How can I grasp the cold wind that is numbing me, how can I name the ill-defined pain that makes me falter? My love, my own! I’m afraid I won’t get to the end; I’m weakening. You’ll hate me if you learn about my weakness, but here it is all the same, the unavoidable face of my cowardice! I don’t have the heart for it. The uncertain revolution is debasing me: I’m not the unworthy one, it’s she who is betraying me and abandoning me! Ah, let the event happen, let it generate the chaos that means life to me! Let the event burst, let it give the lie to my cowardice, let it open my eyes! Quickly, for I’m about to succumb to historic fatigue … I stay here, with no enemy or reason, far from the violence of the womb, far from the river’s dazzling shore. I need H. de Heutz. What will happen to me if he doesn’t come? When he’s not facing me, in person, I forget that I want to kill him and I no longer feel a blinding need for our endeavour. This interlude in a chateau will get the better of me in the end. The solitary act becomes clouded with the uncheckable progress of this wasted afternoon. No project resists the implacable dimming of expectation. What time is it? I still don’t know.
14
ONE ITEM IS missing from the murderous protocol that will take me back to the terrace of the Hôtel d’Angleterre: the body of H. de Heutz. Without it, I’m stranded in his chateau, which is anguish. Everything has to happen in this space cluttered with furniture, which I continue to explore. The door will open: the click of the lock will be my warning. Without knowing it, H. de Heutz will step onto our battlefield in this narrow zone that separates the place I’ll fire from and the threshold of the front door.
And what if H. de Heutz doesn’t come back? And what if the revolution never comes to overwhelm our lives? What would become of us then? And what would we have to tell each other at half-past six this evening on the terrace of the Hôtel d’Angleterre?
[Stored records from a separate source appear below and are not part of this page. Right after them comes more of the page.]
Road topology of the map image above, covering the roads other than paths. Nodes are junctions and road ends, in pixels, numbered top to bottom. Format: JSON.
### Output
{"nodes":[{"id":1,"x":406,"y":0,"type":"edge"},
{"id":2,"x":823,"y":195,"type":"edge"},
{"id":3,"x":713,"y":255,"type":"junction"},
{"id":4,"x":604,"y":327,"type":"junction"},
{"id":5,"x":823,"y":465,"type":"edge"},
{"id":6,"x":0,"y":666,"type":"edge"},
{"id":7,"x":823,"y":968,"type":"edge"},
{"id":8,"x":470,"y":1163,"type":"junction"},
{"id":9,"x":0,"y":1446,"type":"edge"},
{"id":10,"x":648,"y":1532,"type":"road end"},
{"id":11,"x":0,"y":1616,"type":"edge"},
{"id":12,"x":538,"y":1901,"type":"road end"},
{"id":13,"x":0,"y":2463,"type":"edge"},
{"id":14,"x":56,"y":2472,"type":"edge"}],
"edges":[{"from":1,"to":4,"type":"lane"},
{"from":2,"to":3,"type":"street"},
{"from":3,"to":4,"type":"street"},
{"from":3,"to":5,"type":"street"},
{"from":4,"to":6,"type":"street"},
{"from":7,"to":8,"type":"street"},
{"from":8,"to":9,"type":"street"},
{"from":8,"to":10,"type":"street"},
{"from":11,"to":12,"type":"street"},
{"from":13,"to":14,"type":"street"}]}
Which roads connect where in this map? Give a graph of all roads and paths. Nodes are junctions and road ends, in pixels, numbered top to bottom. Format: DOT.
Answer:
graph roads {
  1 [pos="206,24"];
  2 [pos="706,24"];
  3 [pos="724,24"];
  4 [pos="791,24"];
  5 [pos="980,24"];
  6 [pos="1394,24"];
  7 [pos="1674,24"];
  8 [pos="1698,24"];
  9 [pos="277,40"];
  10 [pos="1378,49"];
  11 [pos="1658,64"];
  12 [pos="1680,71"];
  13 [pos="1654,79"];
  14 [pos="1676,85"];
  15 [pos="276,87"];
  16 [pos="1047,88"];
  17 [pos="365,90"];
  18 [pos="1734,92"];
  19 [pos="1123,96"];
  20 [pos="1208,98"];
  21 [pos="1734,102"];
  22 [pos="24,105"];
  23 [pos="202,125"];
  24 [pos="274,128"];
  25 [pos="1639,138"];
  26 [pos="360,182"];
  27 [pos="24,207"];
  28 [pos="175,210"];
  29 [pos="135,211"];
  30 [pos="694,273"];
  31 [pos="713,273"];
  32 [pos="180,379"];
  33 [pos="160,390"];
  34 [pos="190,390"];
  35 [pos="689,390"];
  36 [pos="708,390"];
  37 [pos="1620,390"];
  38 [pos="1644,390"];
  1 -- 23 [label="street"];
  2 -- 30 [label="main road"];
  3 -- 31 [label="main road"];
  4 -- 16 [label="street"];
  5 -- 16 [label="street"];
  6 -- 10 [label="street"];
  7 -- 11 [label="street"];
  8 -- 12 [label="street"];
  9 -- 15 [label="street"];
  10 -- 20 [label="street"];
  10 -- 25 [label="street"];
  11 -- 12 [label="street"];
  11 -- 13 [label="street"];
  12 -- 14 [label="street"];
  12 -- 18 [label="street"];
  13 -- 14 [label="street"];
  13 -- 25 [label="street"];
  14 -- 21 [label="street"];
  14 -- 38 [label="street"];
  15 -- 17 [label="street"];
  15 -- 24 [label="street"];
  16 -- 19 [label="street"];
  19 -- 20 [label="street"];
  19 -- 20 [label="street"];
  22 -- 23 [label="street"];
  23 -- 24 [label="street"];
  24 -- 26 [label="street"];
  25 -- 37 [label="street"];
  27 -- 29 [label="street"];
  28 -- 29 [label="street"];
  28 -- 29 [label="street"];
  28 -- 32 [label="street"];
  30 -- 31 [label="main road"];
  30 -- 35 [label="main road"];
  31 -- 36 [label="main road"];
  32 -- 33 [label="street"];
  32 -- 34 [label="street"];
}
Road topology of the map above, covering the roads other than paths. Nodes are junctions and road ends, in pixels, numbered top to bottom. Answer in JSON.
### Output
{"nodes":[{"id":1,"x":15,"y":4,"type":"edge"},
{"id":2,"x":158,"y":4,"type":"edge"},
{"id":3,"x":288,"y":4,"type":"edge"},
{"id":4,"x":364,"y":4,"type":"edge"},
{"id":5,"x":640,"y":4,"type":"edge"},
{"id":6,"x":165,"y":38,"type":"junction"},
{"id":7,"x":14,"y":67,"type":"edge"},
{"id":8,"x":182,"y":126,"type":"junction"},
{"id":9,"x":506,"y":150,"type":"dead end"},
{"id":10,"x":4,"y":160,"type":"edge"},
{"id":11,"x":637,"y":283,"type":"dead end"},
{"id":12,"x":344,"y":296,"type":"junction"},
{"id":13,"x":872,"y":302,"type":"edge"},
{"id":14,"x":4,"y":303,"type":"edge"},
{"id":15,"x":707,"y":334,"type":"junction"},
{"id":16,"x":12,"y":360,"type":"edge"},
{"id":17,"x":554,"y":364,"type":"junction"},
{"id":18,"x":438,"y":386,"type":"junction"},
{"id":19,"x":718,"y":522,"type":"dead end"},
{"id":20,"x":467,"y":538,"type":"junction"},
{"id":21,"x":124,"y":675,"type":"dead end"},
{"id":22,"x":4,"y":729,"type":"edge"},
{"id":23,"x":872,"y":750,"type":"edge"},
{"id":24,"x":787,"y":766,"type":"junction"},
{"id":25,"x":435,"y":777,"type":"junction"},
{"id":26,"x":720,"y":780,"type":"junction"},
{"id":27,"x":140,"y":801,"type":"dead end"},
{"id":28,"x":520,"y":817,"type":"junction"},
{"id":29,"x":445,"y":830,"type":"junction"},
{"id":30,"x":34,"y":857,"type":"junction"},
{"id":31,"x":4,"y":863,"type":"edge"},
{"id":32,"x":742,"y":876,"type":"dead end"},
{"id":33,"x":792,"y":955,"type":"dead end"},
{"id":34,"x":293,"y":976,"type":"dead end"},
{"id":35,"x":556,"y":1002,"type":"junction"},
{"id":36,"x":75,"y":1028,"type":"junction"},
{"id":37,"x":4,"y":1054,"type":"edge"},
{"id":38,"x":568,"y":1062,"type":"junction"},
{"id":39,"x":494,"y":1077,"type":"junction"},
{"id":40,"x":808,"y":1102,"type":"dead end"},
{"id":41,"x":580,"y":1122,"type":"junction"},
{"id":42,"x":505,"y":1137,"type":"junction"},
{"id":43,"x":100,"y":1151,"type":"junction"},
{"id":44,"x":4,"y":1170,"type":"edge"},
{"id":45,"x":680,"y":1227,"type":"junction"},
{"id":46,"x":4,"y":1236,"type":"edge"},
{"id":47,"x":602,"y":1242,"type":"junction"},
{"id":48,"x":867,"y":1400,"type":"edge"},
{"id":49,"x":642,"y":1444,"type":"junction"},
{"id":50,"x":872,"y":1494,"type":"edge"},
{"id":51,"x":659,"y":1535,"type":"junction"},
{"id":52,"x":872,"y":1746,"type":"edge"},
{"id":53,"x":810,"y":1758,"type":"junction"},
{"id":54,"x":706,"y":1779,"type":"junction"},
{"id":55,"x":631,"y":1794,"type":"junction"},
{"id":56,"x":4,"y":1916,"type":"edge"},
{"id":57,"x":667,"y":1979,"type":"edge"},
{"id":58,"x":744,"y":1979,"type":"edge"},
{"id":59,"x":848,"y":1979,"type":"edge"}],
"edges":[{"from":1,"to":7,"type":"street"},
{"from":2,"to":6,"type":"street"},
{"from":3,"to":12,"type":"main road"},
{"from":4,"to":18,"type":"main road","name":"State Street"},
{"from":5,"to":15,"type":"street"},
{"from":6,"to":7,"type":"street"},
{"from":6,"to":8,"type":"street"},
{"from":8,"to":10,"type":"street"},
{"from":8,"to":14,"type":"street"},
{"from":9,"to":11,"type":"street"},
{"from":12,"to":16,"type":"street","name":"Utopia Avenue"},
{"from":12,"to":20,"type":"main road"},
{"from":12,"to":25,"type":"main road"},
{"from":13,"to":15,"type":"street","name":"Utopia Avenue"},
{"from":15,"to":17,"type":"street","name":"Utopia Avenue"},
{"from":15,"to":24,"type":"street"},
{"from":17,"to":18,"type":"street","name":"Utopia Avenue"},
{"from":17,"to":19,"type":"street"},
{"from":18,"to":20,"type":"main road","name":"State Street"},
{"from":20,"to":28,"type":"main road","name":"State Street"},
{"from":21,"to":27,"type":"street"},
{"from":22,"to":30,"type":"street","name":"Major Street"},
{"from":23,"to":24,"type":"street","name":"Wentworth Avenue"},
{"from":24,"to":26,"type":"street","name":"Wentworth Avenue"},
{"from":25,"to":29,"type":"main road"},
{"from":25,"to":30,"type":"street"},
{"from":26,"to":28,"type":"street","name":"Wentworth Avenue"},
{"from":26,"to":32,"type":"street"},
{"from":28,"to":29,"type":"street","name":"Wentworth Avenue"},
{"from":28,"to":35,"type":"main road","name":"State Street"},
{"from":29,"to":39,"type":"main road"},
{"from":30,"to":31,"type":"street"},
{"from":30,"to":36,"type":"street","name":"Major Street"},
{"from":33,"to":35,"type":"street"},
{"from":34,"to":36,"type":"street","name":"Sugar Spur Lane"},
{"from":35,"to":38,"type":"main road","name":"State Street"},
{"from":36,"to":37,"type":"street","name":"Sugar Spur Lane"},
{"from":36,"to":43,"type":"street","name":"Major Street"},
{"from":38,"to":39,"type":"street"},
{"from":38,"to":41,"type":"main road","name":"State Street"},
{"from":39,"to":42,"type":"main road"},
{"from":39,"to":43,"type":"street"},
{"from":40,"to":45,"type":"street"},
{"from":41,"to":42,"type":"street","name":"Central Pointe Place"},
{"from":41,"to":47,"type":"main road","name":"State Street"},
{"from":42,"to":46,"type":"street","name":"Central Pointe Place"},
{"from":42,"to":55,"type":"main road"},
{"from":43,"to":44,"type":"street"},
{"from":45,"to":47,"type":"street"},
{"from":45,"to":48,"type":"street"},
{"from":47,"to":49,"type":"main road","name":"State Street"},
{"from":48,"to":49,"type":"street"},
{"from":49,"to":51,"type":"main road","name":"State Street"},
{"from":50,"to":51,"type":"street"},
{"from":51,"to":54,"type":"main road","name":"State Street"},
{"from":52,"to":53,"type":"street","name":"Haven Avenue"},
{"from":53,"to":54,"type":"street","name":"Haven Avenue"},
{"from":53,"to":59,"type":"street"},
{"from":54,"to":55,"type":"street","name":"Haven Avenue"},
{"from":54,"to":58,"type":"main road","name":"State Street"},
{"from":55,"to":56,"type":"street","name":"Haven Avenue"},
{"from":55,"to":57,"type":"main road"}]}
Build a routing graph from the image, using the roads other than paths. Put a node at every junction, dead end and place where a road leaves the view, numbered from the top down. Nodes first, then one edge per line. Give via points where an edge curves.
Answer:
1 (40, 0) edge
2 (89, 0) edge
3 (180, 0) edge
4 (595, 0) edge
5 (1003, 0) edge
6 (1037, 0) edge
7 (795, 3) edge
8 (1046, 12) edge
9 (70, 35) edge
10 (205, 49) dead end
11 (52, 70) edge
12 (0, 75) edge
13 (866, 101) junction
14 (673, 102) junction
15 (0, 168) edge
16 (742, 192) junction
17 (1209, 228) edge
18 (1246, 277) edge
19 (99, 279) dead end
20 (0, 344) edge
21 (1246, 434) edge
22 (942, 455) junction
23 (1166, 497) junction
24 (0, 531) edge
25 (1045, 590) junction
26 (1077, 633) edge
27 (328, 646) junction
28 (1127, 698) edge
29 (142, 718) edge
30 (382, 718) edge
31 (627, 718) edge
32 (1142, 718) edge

I wonder if I did the right thing in leaving for the Coppet woods first when I had H. de Heutz in front of me. It would have been wiser to go directly towards the middle of the wooded space. Then he wouldn’t have been tempted to escape: one move by him and I’d have fired. And afterwards I’d have been able to flee through the woods as far as the promontory, race down the path that brought me to this little square, then take the Grande-Rue to the Auberge des Émigrés, where I’ll have treated myself to an excellent lunch with white wines from Vaud and the Valais; even to celebrate my victory, I’d surely have prolonged the meal with two or three glasses of Williamine from the hills of Hérémence, very near to Evolène and the Valais chalet I dream of buying one day as a place to shelter our love. Clearly I was wrong to run away at the appearance of the blonde woman coming to the aid of H. de Heutz, who followed me throughout my journey from Echandens to Geneva and from Place Simon-Goulart to this small road that turns sharply after the Coppet chateau. There’s no doubt about it: I lost the initiative at that moment and that was when the time I’d gained earlier began to turn against me. The coordinates of the plot are tangled. I’ve dropped the thread of my story, and here I am in the middle of a chapter I don’t know how to finish.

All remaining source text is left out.